Governistas descartam convocar Mantega para explicar-se sobre Casa da Moeda
As denúncias contra o ex-presidente da Casa da Moeda Luiz Felipe Denucci, acusado de receber propina de fornecedores, repercutiram na retomada dos trabalhos parlamentares. Enquanto líderes de oposição insistiram que o ministro da Fazenda, Guido Mantega, responsável pela indicação de Denucci, deve explicações ao Congresso, governistas trataram de descartar a vinda de Mantega ao Parlamento.
O líder do DEM, deputado Antonio Carlos Magalhães Neto (BA), disse que os três partidos de oposição (DEM, PSDB e PPS) estão analisando a possibilidade de apresentar um requerimento de convocação do ministro da Fazenda.
A oposição quer esclarecer a informação de que o ministro Mantega já sabia das denúncias contra o titular da Casa da Moeda cinco meses antes da demissão. “Ele [Mantega] deve explicações ao Congresso e ao Brasil. Se ele mantiver o silêncio até a próxima semana, quando a Câmara retoma seus trabalhos, não vejo outro caminho a não ser convocá-lo”, disse o líder do DEM.
O líder do PSDB, Bruno Araújo (PE), disse que o Congresso precisa saber se Mantega atuou apenas depois de ser notificado de que o caso seria publicado pela imprensa. “Espero que a Câmara não utilize a tropa de choque para que haja o esclarecimento necessário”, disse.
Sem provas
Os governistas, no entanto, descartaram a vinda de Mantega. Para o líder do governo, Cândido Vaccarezza (PT-SP), o ministro pode ter sabido das denúncias antes, mas não teria condições de atuar sem quaisquer provas. “Há cinco meses, uma pessoa o procurou dizendo que tinha denúncias, então ele disse: formalize a denúncia, isso não significa que ele sabia do conteúdo”, afirmou.
O líder de governo disse que o episódio está sendo usado para fazer “politicagem”. “Se alguém quer criar um movimento de politicagem porque estamos em ano eleitoral, pode culpar o ministro, mas se quer discutir política, vamos analisar os fatos”, condenou.
Para o líder do governo no Senado, Romero Jucá (PMDB-RR), Mantega não demorou a agir, como critica a oposição. “As providências do governo já foram tomadas, agora é um inquérito na Polícia Federal que vai falar da veracidade ou não dos dados levantados”, disse.
Saída de Negromonte
Os parlamentares minimizaram o impacto da saída de Mário Negromonte do Ministério das Cidades. Ele foi substituído no início da tarde pelo atual líder do PP na Câmara, Aguinaldo Ribeiro (PB).

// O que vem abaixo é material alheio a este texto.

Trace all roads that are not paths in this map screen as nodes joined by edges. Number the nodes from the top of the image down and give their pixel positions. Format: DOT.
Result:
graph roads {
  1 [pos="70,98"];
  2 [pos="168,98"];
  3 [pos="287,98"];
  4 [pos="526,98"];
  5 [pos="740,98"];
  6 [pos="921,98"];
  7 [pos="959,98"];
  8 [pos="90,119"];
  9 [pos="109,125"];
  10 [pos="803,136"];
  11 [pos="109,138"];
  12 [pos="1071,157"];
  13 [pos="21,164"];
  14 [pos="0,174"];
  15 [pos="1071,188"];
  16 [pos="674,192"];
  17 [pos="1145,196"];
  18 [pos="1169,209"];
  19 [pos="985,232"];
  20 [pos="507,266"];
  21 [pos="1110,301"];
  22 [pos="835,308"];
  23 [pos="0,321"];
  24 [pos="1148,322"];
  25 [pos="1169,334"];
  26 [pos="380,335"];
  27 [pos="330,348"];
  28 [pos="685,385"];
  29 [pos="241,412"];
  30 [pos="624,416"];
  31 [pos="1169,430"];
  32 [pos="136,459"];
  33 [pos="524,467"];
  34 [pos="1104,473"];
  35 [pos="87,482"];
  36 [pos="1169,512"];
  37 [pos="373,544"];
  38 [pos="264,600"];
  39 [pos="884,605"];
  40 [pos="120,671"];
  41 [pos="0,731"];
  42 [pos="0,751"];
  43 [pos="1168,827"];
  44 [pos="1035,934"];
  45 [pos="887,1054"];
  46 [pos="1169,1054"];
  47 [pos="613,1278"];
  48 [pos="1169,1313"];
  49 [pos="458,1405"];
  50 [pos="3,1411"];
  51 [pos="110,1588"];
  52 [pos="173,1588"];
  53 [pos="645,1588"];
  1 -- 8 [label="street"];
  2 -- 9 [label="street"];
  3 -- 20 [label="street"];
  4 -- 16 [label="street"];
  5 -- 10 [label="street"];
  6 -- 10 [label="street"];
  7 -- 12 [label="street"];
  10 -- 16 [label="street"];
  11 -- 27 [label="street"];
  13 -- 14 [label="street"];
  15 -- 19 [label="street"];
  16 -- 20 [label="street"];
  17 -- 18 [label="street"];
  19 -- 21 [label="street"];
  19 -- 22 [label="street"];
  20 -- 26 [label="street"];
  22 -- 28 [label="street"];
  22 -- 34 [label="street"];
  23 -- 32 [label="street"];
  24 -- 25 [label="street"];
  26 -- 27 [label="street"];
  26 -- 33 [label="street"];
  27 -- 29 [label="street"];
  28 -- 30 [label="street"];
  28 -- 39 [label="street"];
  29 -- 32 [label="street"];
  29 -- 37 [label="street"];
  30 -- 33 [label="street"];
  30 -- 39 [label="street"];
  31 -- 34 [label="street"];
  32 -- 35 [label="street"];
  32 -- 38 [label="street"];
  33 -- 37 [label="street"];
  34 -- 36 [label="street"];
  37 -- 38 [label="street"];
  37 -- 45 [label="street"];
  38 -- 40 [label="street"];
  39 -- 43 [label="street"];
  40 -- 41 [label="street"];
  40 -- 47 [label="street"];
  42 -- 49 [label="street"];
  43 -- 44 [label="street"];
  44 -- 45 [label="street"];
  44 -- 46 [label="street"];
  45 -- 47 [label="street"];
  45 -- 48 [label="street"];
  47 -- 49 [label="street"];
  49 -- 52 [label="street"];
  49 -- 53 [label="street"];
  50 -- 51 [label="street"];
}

Para o presidente da Câmara, Marco Maia, mudanças nos ministérios são “naturais”, especialmente na troca de ano. Acho que é natural no governo que haja mudanças e principalmente ao final de cada ano, cada etapa cumprida. “Não acredito em crises, há mudanças e transformações encaradas de frente pela presidenta Dilma. Essa mudança que ocorre hoje também foi construída ao longo do tempo”, avaliou Marco Maia.
O líder Vaccarezza limitou-se a dizer que a presidente Dilma Rousseff fez uma boa escolha ao nomear para a pasta Aguinaldo Ribeiro.
Já o líder do PSDB, Bruno Araújo, afirmou que Negromonte “construiu a sua saída politicamente” e criticou as quedas sucessivas de ministros. “Oito ministros já se foram. Nessa proporção, serão mais 24 até o final do Governo Dilma”, ironizou.
O deputado Leonardo Gadelha (PSC-PB) assumirá a vaga de Aguinaldo Ribeiro, décimo deputado a se licenciar para assumir um ministério no Governo Dilma.